Q&A: Body Part Splits for Athletes Part 1

Q: All the big guys at the gym say you should train only one body part per day. What do you think about that for me as an athlete?
A: This style of training (sometimes called blitz training) was really popular back in the 90’s and has stuck around since then. I think it is an appropriate way to train for bodybuilders at the advanced level (and usually those with chemical assistance).

Important note: do not take the following as a slam on bodybuilding. I have always respected bodybuilders and have learned a lot from this sport. However, some of what bodybuilders do is not appropriate for athletes.

While I'm sure that there are successful athletes who use body part splits, I do not use them with athletes for the following reasons:

Personal experience
I have personally used a routine like this for over two years. While I did find it effective for size and strength, it hindered my athleticism. I also ran into many of the problems that I will describe below. Personally, I have found I can gain size, strength, leanness and performance better with more athletic styles of training.

It is more advanced than what most people need
Most people are not as advanced as they think they are. A routine like this is designed for a bodybuilder who is truly advanced and needs to devote that much volume and intensity to a muscle group to stimulate overload. Then, a long period of time is needed to recover from that intense stress. Those at the beginner and intermediate levels do not need such an intense stress to create a training effect. They also do not need to wait a full week before training a particular muscle again. As a result body part splits lead to slower progress for the beginner or intermediate. Even when I have a client who is not an athlete and just wants to gain muscle, I do not use body part splits if he or she is at the beginner or intermediate level.

Too much training time
Because you are only training one muscle group a day, you need to train 5-6 days per week. This is too much time for an athlete to devote to training. Athletes need to spend less time in the weight room so they can spend more time practicing their sport, eating healthy food and recovering.

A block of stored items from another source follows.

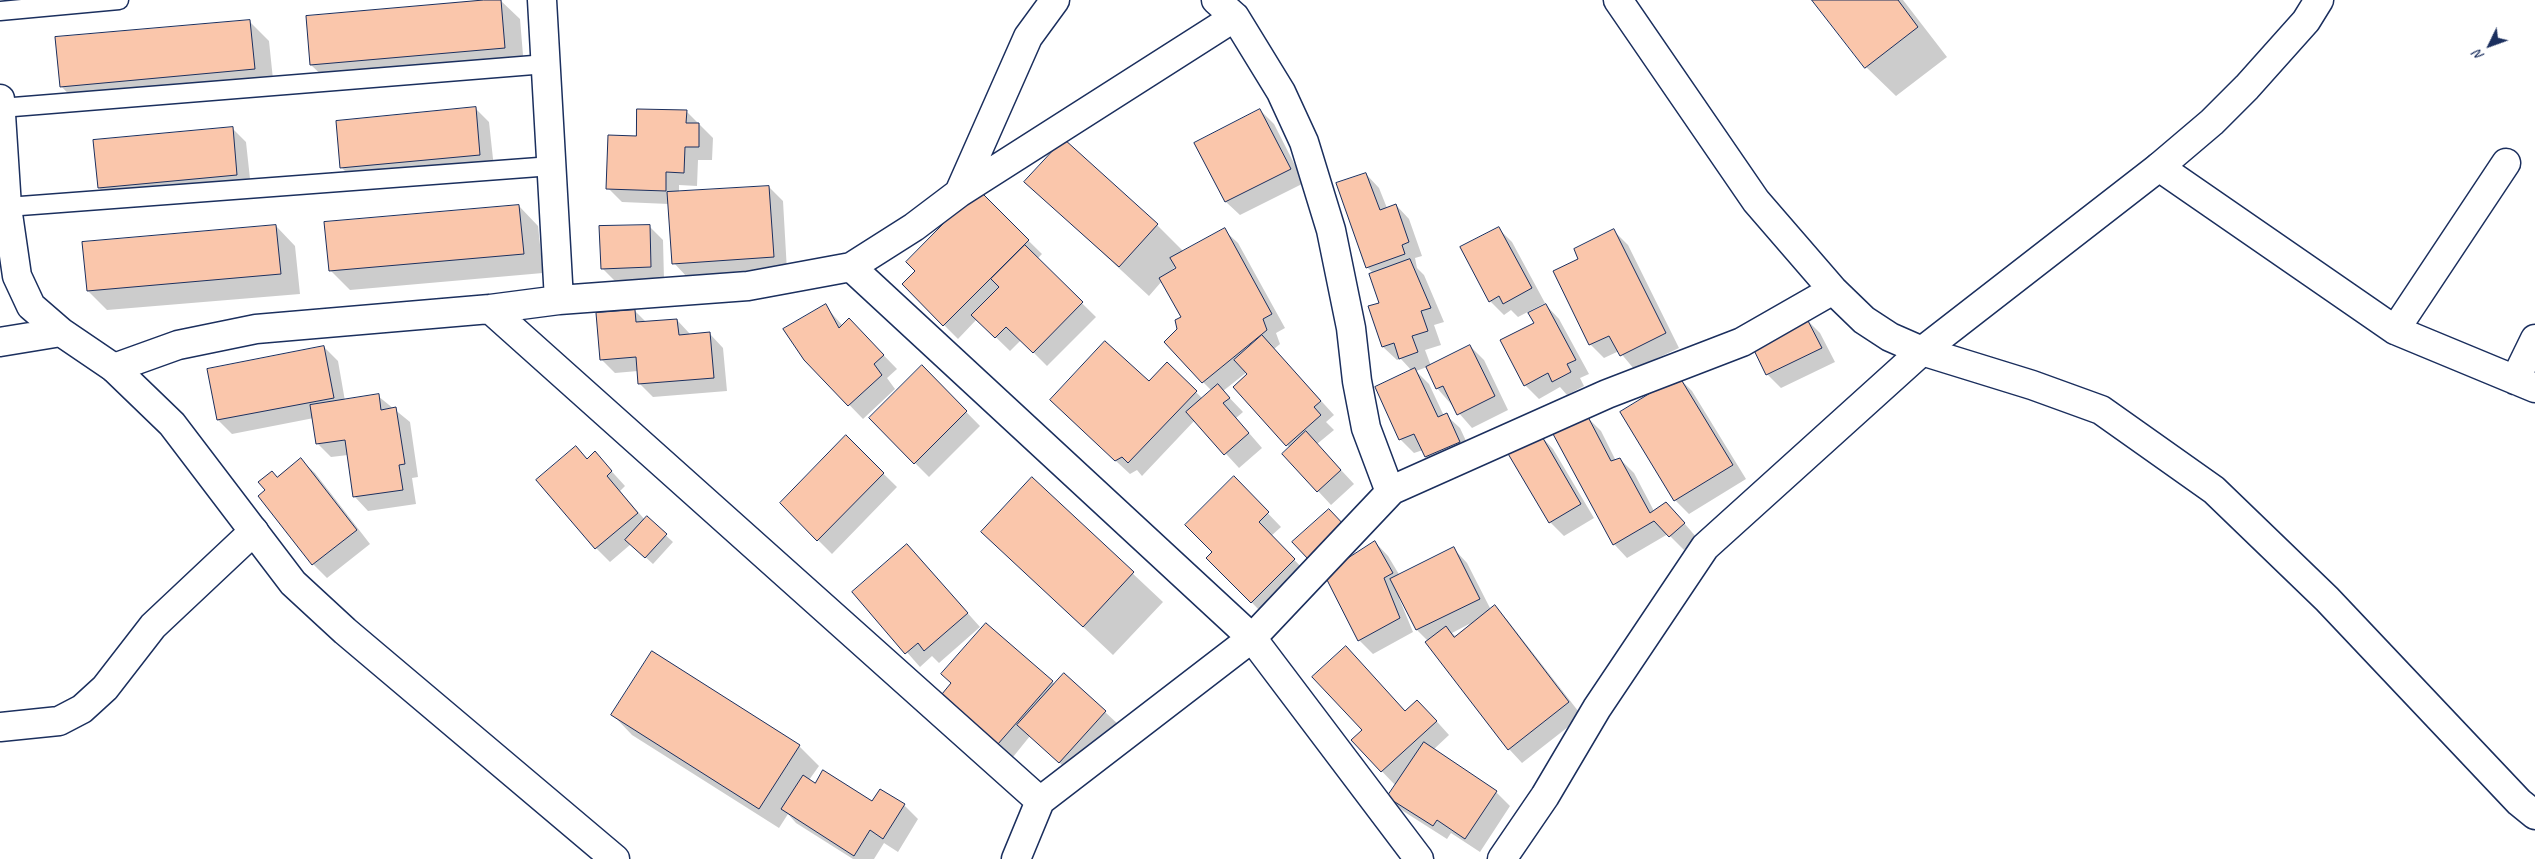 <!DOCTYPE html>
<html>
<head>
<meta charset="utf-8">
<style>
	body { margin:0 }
	#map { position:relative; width:2535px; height:859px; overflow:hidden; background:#fff; font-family:Caveat,sans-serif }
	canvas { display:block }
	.north { position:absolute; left:2465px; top:20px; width:50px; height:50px; -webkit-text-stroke:4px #fff; paint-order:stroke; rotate:228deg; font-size:14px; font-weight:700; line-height:20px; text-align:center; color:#1b2f5e }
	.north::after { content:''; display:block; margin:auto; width:18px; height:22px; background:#1b2f5e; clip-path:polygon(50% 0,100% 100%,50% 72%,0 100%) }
</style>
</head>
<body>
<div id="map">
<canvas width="2535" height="859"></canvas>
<div class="north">N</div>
</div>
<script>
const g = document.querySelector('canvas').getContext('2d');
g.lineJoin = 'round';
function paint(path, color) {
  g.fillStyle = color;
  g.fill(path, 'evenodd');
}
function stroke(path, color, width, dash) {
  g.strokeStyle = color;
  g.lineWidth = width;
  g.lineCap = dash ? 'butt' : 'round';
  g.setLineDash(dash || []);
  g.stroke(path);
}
const shadow = new Path2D(`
	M500,0L520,19L524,67L331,84L311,65Z
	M1814,0H1903L1947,57L1896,96L1866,67Z
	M249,21L269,41L274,89L80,106L61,86Z
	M475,108L489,122L494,168L355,181L342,168Z
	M1260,110L1274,124L1304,183L1240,215L1226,202L1196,143Z
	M686,111L713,138L712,160H698L697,186L679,185V193L769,187L783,201L787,271L687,277L674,263L669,204L622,202L608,188L638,137Z
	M233,129L246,142L251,188L113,202L99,188Z
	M1366,174L1379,188L1387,208L1396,205L1409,219L1422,256L1415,258L1417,268L1424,275L1444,322L1434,325L1441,345L1425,350L1431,366L1470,346L1484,360L1508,410L1472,428L1437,388L1427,367L1416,371L1429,384L1444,416L1446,415L1460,428L1473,456L1440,470L1426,457L1423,450L1414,453L1400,439L1412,371L1401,359L1397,360L1383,347L1381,303L1374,274L1367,267Z
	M1026,182L1157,225L1184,252L1224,230L1238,243L1285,328L1276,333L1280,344L1274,349L1334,415L1326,422L1334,430L1317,444L1354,484L1331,505L1318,491L1290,448L1234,387L1249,374L1247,372L1223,391L1243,412L1236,418L1262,448L1239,468L1195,420L1142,476L1137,470L1130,474L1065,414L1149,383L1167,364L1203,399L1212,391L1203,382L1178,329L1182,318L1162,281L1149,296ZM1176,266L1178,269L1170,272Z
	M978,191L1042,254L1037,259L1096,317L1047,366L1021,340L1010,351L977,319L958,339L903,284L916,271Z
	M519,206L538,226L543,273L350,290L330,270Z
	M276,226L295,246L300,294L107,310L88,291Z
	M649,226L663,240L664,280L616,282L602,268Z
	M1498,228L1512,242L1545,303L1518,317L1511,310L1504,315L1490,301Z
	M1614,231L1628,245L1679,348L1634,369L1619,351L1604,358L1590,344L1555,272L1580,259Z
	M1546,305L1559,319L1589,374L1580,378L1584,386L1567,395L1560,387L1539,399L1525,385L1535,324Z
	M825,306L843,326L863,334L897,369L887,378L895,389L863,419L805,359Z
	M635,311L646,322L677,320L690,334H710L723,348L727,391L653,397L639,383L638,371L615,373L601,359Z
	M1806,319L1820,333L1835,362L1781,388L1767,374Z
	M324,347L338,361L345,401L378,396L410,422L418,477L412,478L416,504L368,511L355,497L348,455L331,457L317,443L314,418L232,434L218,420L209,370Z
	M922,367L980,426L929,477L870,418Z
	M1679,378L1692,391L1746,479L1689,514L1675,500L1622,413Z
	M1587,417L1601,431L1616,461L1620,459L1634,473L1654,511L1679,517L1697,538L1684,550L1668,534L1627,558L1614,544Z
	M1540,435L1553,449L1594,518L1564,536L1550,522L1509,452Z
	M846,437L897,487L832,554L781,503Z
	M576,447L588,460L595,453L625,486L620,491L645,520L647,518L673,542L653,564L631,544L610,562L596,548Z
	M301,460L315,473L370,544L327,578L313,564L260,496L277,478Z
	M1234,478L1281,527L1271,536L1308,574L1265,616L1208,558L1214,552Z
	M1032,479L1163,602L1113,655L1013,561Z
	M1375,542L1388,556L1400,576L1454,549L1467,563L1491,610L1495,607L1508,621L1582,716L1522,763L1509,749L1428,641L1417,630L1401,597L1399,598L1413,632L1373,654L1359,640ZM1471,623L1456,637L1452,633Z
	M907,545L980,627L939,663L932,656L920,667L854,592Z
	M1359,662L1406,712L1431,715L1449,735L1433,750L1496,792L1510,806L1480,852L1451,833L1447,839L1403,811L1389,797L1396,786L1352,740L1364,730Z
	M1052,682L1105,712L1119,725L1074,776L1030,736L1013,757L943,694L952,684Z
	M613,715L799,746L819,766L809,780L816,785L873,803L881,790L904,805L918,819L898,852L884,843L874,859H853L796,823L788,814L779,828L632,735Z`);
const building = new Path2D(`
	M484,0H501L505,48L310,65L306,16Z
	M1812,0H1898L1918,27L1865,68Z
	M250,20L255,69L60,87L55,37Z
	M476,107L480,155L340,168L336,121Z
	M637,109L687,110L686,123H699V147H685L684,173L666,172V191L606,189L608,135L636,136Z
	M1260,109L1291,169L1225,202L1194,143Z
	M233,127L237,175L98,188L93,140Z
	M1064,139L1158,224L1119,267L1024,182Z
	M1366,173L1380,210L1396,204L1409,242L1402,245L1405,254L1366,268L1336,183Z
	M769,186L774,257L672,264L667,192Z
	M978,189L1029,240L943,326L902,284L915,271L906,262Z
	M519,205L524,254L329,271L324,222Z
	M276,225L281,274L87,291L82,242Z
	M650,225L651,267L601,269L599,226Z
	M1499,227L1532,288L1503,304L1499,296L1489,302L1460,247Z
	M1225,228L1272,314L1263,319L1267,330L1202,383L1164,342L1177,329L1175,320L1181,317L1159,278L1176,268L1170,258Z
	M1614,229L1666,333L1620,356L1609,336L1589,345L1553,271L1578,259L1574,249Z
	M1025,245L1083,302L1033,353L1006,327L995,338L971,315L999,287L991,279Z
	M1410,259L1431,308L1421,311L1428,331L1412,336L1418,352L1399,359L1394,343L1382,347L1368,306L1379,303L1369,274Z
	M826,304L839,328L849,318L884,355L874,364L882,375L848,406L804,360L783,329Z
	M1546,304L1576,360L1567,364L1571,372L1552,382L1548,373L1524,386L1500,340L1534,323L1528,313Z
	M635,310L636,322L677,319L679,335L710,332L714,378L638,384L636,357L600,360L596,313Z
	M1806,317L1822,348L1766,375L1751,344Z
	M1262,335L1321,401L1314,407L1321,415L1286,446L1233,387L1247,374L1234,360Z
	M1105,341L1149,381L1167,362L1197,391L1128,463L1122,457L1115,461L1050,400Z
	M1470,345L1495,396L1457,415L1443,386L1436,389L1426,367Z
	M324,346L334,398L217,420L207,369Z
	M922,365L967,411L914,464L869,418Z
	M1415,368L1438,417L1447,413L1460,442L1425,457L1414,434L1399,440L1375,387Z
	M1679,376L1733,465L1674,501L1620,412Z
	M1218,384L1230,398L1223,403L1249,433L1224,455L1186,412Z
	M379,394L381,410L396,407L405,464L399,465L403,490L353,497L345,440L316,444L310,405Z
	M1587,415L1611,461L1620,458L1650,513L1666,502L1685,523L1669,537L1654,521L1613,545L1553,434Z
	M1306,431L1341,470L1317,492L1282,454Z
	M1540,433L1581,504L1549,523L1507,452Z
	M846,435L884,473L817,541L780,503Z
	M576,446L587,459L595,451L612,471L607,476L638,513L595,549L536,480Z
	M301,458L357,530L312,565L258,496L265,490L258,482L272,471L277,477Z
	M1234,476L1269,512L1259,522L1295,559L1251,603L1206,558L1212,552L1185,525Z
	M1032,477L1134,572L1083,627L981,532Z
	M1329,509L1346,527L1309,560L1292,542Z
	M647,516L667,534L645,558L625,540Z
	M1375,541L1393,573L1384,578L1400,618L1358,641L1324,574Z
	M907,544L968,613L924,651L918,643L905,654L852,592Z
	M1454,547L1480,599L1416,630L1390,579Z
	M1495,605L1569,702L1508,750L1425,642L1446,626L1454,637Z
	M986,623L1053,681L998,744L942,694L951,683L941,674Z
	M1346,646L1405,711L1417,700L1437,721L1381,772L1351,740L1362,730L1312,677Z
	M652,651L800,745L759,809L611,715Z
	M1064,673L1106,711L1059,763L1017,725Z
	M1424,742L1497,791L1465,839L1437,820L1433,826L1387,797Z
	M823,770L872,801L880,789L905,804L883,839L870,830L854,856L781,809L803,775L815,783Z`);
const lane = new Path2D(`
	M0,11L119,0
	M1,108L546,64
	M7,207L552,166`);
const street = new Path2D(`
	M542,0L559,300
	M1216,0L1235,17L1281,92L1304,142L1331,230L1351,328L1357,381L1366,428L1390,492
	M1618,0L1756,201L1833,290L1864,320L1890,337L1922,351L2032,385L2101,410L2214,490L2327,599L2519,802L2535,815
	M2159,167L2395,330L2535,388
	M959,193L1235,17
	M851,267L914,227L959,193L1028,37L1055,0
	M490,309L1040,801
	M2395,330L2506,163
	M114,368L178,345L256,329L490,309L559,300L748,286L851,267L1252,638L1419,859
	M2515,380L2535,339
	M0,727L59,721L82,709L105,688L153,626L254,531
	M1016,859L1040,801L1252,638L1392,490L1607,394L1742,342L1833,290`);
const secondary = new Path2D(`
	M0,99L7,207L17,276L31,306L61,332L114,368L172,424L293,583L345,631L615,859
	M0,342L61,332
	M1502,859L1545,796L1597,708L1705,547L1922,351L2159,167L2212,122L2247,87L2306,21L2319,0`);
paint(shadow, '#0003');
paint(building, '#fac6ab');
stroke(building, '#1b2f5e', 1);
stroke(lane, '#1b2f5e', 21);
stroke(street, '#1b2f5e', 31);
stroke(secondary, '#1b2f5e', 31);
stroke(lane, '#fff', 18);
stroke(street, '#fff', 28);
stroke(secondary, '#fff', 28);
</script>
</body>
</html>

Low frequency for each muscle group
When training for performance, a higher frequency for each muscle group or movement is usually best. There are not many athletes who practice their sport only one time per week.

Local muscle fatigue and excessive muscle soreness
In bodybuilding, you try to exhaust a particular muscle. While this does build muscle size, it also creates problems for the athlete. Dr. Vladimir Zatsiorsky said it best – fatique masks fitness. When you hammer a muscle this hard, you create a lot of fatigue and muscle soreness. Also, training with such low frequency makes the soreness even worse. While this is not a problem for a bodybuilder, it is a major problem for an athlete. Imagine a basketball player trying to do shooting practice the day after “arm day”. Also, athletes cannot afford to take 4 days off of their sport to recover from “leg day”.

Systematic fatigue
While each muscle group is hit only once per week and has lots of time to recover, there is still a lot of systemic fatigue with this method as you are training intensely on an almost daily basis. The central nervous system, joints, glycogen stores and endocrine (hormonal) system are all taxed each training session. When I used this method, we trained Monday to Friday. Monday: Chest, Tuesday: Back, Wednesday: Legs, Thursday: Shoulders, Friday: Arms. I always found that the Thursday and Friday training sessions were awful.